Mi sono divertita a ripescare la trascrittura dei testi per cogliere questi fiori musicali, mentre riascoltavo le canzoni: non è complicato seguire Lucio Battisti quando canta (quello dell’era Mogol, beninteso), lento, con le parole scandite, le dita scorrono bene la tastiera se anche il cuore è collegato come il wi-fi.
Riascolto e rivedo le musicassette e il mangianastri in macchina, estraibile a scanso di furto dei ladri che per un autoradio magari spaccavano i vetri facendo danni, che poi comunque “quel gran genio del mio amico, lui saprebbe cosa fare, lui saprebbe come aggiustare, con un cacciavite in mano fa miracoli”. E quante risate per il carretto che passava e quell’uomo gridava: Gelati! E quante grida tutti insieme, nella gita scolastica, per cantare “Che anno è, che giorno è? Questo è il tempo di vivere con te (…) e ho nell’anima, in fondo all’anima cieli immensi e immenso amore, e poi ancora, ancora amore, amor per te: fiumi azzurri e colline e praterie dove corrono dolcissime le mie malinconie…”

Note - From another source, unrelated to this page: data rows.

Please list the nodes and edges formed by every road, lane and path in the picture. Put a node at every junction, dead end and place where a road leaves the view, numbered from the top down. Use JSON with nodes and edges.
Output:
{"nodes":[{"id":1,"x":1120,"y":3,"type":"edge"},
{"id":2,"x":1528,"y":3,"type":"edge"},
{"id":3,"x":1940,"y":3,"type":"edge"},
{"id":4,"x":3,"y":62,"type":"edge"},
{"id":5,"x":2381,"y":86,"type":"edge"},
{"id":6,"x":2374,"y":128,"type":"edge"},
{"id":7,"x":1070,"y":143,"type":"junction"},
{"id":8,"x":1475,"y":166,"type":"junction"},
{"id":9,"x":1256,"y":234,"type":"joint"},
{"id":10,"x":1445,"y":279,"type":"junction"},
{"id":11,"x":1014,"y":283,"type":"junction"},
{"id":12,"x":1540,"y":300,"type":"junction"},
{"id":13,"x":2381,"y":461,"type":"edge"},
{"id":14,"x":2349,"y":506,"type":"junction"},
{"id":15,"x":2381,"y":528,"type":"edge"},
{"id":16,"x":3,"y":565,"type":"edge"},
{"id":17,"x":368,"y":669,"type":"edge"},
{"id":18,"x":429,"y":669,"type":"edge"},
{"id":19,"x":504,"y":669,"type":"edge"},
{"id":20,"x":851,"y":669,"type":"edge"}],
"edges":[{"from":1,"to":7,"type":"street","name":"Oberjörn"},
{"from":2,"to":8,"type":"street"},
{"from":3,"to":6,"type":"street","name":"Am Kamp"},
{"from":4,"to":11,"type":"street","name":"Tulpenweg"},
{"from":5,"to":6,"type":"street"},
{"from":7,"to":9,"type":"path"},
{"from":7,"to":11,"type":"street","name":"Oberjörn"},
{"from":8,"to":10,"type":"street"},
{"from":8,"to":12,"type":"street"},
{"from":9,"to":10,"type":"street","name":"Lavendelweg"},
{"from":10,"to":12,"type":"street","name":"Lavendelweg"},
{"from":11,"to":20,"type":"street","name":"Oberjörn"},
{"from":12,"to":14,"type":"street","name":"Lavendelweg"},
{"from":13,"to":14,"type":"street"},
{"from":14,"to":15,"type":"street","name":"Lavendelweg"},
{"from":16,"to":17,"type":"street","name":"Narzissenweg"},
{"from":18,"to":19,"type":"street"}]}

Non so se le cassette di Battisti ce l’ho ancora, da qualche parte, tra un trasloco e l’altro, i dischi ci sono ma non tanti: le bobine sovente non ricevevano il nastro, come fossero incantate e si doveva usare la biro per riavvolgere con cautela metri di filo marrone lucido, che conteneva musica e sogni. “Mi ritorni in mente, bella come sei, forse ancor di più mmmmh Mi ritorni in mente, dolce come mai, come non sei tu Un angelo caduto in volo, questo tu ora sei in tutti i sogni miei Come ti vorrei…” Un tormentone dietro l’altro, senza nostalgia canaglia e tutto il resto è noia (che ho creduto per tempo che il resto della noia fosse del Califfo e invece era Leopardi). Sono passati decenni ma mi si rizzano tuttora le antenne all’attacco di chitarra di “Ancora tu, non mi sorprende lo sai, ancora tu, ma non dovevamo vederci più? E come stai? Domanda inutile, stai come me,e ci scappa da ridere… Amore mio, hai già mangiato o no? Ho fame anch’io e non soltanto di te… Che bella sei, sembri più giovane o forse sei solo più simpatica” e son bordoni (brividi) sulla pelle. Mi rivedo giovane e innamorata, inconsapevole che la gioventù dura il tempo che ne pronunci la parola e vado a ricercare quelle canzoni che se le riascolto ora, specialmente quando il sole va a dormire, mi domando “perchè quando cade la tristezza in fondo al cuore come la neve non fa rumore”.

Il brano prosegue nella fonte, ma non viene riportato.